If your override only repeated the defaults (postgresql-password / odoo-admin-passwd), just remove it and let the chart defaults apply; leaving these unset is also valid. Only externalsecrets.enabled: true users who set these are affected. Skipping the conversion makes helm upgrade fail at render time (cannot overwrite table with non table / interface conversion: interface {} is string, not map) — a blocking error, never a silent wrong value.

To 1.0.0

Important

TL;DR

  • Before upgrading, delete the old Deployment(s) — the selector is now immutable: kubectl delete deployment <release>-odoo <release>-odoo-cron -n <ns> --ignore-not-found
  • DB connection values moved: postgresql.host/port/authexternalDatabase.* (external DB), while postgresql.* now configures only the bundled PostgreSQL subchart.
  • odoo.update.enabled now defaults to false — init/update run as Helm hook Jobs, not in the main pod.
  • Containers are non-root by default (official Odoo image: uid 100 / gid 101) and get a dedicated ServiceAccount with its token disabled. Custom images with a different user must override securityContext / containerSecurityContext.

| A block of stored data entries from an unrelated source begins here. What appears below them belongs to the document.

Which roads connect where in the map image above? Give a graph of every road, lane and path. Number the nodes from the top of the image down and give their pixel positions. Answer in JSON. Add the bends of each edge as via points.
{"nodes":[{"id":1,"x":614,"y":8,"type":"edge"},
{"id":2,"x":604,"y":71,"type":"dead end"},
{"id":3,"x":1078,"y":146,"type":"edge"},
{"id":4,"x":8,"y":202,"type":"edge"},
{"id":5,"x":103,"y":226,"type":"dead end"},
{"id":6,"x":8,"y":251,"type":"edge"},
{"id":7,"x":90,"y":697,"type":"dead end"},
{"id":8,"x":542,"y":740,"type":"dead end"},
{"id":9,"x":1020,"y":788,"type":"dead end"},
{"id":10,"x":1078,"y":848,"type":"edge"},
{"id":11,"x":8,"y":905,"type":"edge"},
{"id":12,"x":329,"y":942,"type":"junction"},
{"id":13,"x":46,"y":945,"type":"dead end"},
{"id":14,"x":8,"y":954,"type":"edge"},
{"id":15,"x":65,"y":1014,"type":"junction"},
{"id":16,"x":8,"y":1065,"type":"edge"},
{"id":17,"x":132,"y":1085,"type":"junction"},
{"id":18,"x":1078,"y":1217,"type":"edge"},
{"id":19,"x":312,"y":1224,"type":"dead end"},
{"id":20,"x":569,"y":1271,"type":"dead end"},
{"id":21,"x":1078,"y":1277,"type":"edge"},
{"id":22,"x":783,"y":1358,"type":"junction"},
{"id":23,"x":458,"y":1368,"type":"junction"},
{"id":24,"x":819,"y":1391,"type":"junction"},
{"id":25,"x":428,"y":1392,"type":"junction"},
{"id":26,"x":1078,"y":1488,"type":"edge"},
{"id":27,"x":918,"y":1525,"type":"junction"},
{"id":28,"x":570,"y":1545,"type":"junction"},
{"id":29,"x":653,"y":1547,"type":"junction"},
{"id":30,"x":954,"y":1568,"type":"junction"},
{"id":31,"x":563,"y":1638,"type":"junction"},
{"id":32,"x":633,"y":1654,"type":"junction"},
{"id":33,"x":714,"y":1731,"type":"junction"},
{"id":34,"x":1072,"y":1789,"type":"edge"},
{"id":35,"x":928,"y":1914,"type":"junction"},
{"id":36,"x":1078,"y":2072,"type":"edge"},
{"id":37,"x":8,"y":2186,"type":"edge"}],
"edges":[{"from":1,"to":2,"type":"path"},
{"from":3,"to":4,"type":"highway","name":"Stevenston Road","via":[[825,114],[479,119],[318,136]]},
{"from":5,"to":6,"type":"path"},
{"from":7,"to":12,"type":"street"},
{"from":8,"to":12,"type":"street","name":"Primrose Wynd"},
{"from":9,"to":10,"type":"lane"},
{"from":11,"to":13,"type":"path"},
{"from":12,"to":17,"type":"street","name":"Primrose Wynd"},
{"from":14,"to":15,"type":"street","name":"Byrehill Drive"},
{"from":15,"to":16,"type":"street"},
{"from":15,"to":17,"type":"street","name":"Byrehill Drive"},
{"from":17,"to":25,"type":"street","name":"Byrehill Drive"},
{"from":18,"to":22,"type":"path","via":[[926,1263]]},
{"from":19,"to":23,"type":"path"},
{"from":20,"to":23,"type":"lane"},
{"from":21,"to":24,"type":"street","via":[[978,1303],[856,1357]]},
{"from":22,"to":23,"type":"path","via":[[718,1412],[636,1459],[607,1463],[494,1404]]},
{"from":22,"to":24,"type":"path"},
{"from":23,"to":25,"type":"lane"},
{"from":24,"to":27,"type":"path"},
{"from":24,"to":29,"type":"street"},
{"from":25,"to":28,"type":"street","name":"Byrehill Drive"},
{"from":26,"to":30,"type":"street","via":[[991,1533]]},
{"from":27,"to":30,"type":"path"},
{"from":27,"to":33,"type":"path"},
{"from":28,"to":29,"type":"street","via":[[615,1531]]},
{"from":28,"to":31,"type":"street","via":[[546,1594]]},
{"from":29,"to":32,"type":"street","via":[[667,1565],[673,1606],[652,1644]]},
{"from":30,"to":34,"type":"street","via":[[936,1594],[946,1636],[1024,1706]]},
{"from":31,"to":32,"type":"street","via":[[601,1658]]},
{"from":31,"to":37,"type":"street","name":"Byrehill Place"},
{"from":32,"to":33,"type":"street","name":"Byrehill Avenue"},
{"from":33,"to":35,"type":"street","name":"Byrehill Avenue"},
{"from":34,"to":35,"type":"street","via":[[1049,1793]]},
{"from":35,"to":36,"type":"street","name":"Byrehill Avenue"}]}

This is a breaking release. There are three independent migrations to apply to your values.

1. PostgreSQL configuration split

The single postgresql: section that previously held both the bundled-chart config and the database connection settings has been split into two clearly-scoped sections (postgresql.* for the bundled PostgreSQL subchart, externalDatabase.* for an external database). Update your values as follows:

  • postgresql.host / postgresql.portexternalDatabase.host / externalDatabase.port (the host is now auto-derived as <release-name>-postgresql for the bundled chart).
  • postgresql.auth.admin_passwordpostgresql.auth.postgresPassword (bitnami-native key).
  • External-database connection now lives under externalDatabase.* (read only when postgresql.enabled: false).

2. Init and update moved to Helm hook Jobs

Database initialization and updates are no longer run inside the main deployment — the old init-db-odoo init container and the odoo --update … command override have been removed in favor of Helm hook Jobs. Notable changes:

  • odoo.update.enabled now defaults to false (was true). Previously the running Odoo container ran odoo --update on every start; now an enabled update is a pre-install,pre-upgrade hook Job that scales Odoo to 0 and migrates. Enable it only to upgrade Odoo modules, then set it back to false.
  • odoo.init.enabled now drives a pre-install,pre-upgrade hook Job (a single Job, not per-replica / per-restart) that runs before Odoo starts; it can be re-run to re-initialise a wiped database via helm upgrade.
  • New value groups: odoo.update.maintenancePage and odoo.hooks.* (backoffLimit, ttlSecondsAfterFinished, waitForDb, kubectlImage).

Note

The update hook needs permission to scale the deployments to 0. The chart creates a namespaced ServiceAccount/Role/RoleBinding for this automatically, rendered only while odoo.update.enabled: true.

3. Service/Deployment selector scoping + security hardening

The main Odoo Deployment and the <release>-odoo / <release>-odoo-longpolling Services are now scoped with app.kubernetes.io/component: server so they do not select the cron pods (which share the base selector labels and also expose port 8069). This release also adds non-root securityContext defaults and a dedicated ServiceAccount with the API token disabled.

Warning

A Deployment's spec.selector is immutable, so helm upgrade from an earlier release fails with field is immutable. Delete the old Deployment(s) first:

kubectl delete deployment <release>-odoo <release>-odoo-cron \
  --namespace <namespace> --ignore-not-found
helm upgrade <release> . -f <values> --namespace <namespace>

If you run a custom Odoo image whose user is not uid 100 / gid 101, override securityContext / containerSecurityContext to match.